** Required work **
Every entry must be copied word for word.

Collected data entries
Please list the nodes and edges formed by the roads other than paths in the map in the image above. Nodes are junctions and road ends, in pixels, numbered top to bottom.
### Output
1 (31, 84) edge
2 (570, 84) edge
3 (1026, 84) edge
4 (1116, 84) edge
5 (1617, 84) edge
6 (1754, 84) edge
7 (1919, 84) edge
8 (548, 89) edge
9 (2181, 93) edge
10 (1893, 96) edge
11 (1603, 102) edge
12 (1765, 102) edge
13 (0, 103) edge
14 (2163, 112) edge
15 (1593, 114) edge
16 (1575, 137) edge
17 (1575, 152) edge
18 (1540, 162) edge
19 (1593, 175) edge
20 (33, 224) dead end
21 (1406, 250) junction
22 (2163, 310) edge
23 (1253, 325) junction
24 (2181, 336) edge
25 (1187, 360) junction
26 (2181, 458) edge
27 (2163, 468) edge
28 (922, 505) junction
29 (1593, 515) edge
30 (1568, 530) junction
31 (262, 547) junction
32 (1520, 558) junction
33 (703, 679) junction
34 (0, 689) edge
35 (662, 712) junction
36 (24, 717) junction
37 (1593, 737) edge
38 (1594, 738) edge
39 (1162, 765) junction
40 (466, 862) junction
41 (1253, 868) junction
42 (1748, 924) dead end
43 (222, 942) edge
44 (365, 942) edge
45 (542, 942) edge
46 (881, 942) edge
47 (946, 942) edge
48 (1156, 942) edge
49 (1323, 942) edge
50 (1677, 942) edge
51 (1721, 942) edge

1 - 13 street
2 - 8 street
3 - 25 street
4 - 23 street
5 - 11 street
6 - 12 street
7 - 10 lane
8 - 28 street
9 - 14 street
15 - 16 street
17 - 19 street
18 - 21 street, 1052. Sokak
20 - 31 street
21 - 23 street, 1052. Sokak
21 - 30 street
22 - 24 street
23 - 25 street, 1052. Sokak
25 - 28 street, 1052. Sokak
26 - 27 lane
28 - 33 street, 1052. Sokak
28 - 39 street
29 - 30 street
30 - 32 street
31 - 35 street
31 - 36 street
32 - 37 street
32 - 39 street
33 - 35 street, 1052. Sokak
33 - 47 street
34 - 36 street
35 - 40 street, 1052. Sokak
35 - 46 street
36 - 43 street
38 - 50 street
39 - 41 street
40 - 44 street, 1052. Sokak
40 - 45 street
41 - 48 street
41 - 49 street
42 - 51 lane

** Reply to the exercise **
Please list the nodes and edges formed by the roads other than paths in the map in the image above. Nodes are junctions and road ends, in pixels, numbered top to bottom.
### Output
1 (31, 84) edge
2 (570, 84) edge
3 (1026, 84) edge
4 (1116, 84) edge
5 (1617, 84) edge
6 (1754, 84) edge
7 (1919, 84) edge
8 (548, 89) edge
9 (2181, 93) edge
10 (1893, 96) edge
11 (1603, 102) edge
12 (1765, 102) edge
13 (0, 103) edge
14 (2163, 112) edge
15 (1593, 114) edge
16 (1575, 137) edge
17 (1575, 152) edge
18 (1540, 162) edge
19 (1593, 175) edge
20 (33, 224) dead end
21 (1406, 250) junction
22 (2163, 310) edge
23 (1253, 325) junction
24 (2181, 336) edge
25 (1187, 360) junction
26 (2181, 458) edge
27 (2163, 468) edge
28 (922, 505) junction
29 (1593, 515) edge
30 (1568, 530) junction
31 (262, 547) junction
32 (1520, 558) junction
33 (703, 679) junction
34 (0, 689) edge
35 (662, 712) junction
36 (24, 717) junction
37 (1593, 737) edge
38 (1594, 738) edge
39 (1162, 765) junction
40 (466, 862) junction
41 (1253, 868) junction
42 (1748, 924) dead end
43 (222, 942) edge
44 (365, 942) edge
45 (542, 942) edge
46 (881, 942) edge
47 (946, 942) edge
48 (1156, 942) edge
49 (1323, 942) edge
50 (1677, 942) edge
51 (1721, 942) edge

1 - 13 street
2 - 8 street
3 - 25 street
4 - 23 street
5 - 11 street
6 - 12 street
7 - 10 lane
8 - 28 street
9 - 14 street
15 - 16 street
17 - 19 street
18 - 21 street, 1052. Sokak
20 - 31 street
21 - 23 street, 1052. Sokak
21 - 30 street
22 - 24 street
23 - 25 street, 1052. Sokak
25 - 28 street, 1052. Sokak
26 - 27 lane
28 - 33 street, 1052. Sokak
28 - 39 street
29 - 30 street
30 - 32 street
31 - 35 street
31 - 36 street
32 - 37 street
32 - 39 street
33 - 35 street, 1052. Sokak
33 - 47 street
34 - 36 street
35 - 40 street, 1052. Sokak
35 - 46 street
36 - 43 street
38 - 50 street
39 - 41 street
40 - 44 street, 1052. Sokak
40 - 45 street
41 - 48 street
41 - 49 street
42 - 51 lane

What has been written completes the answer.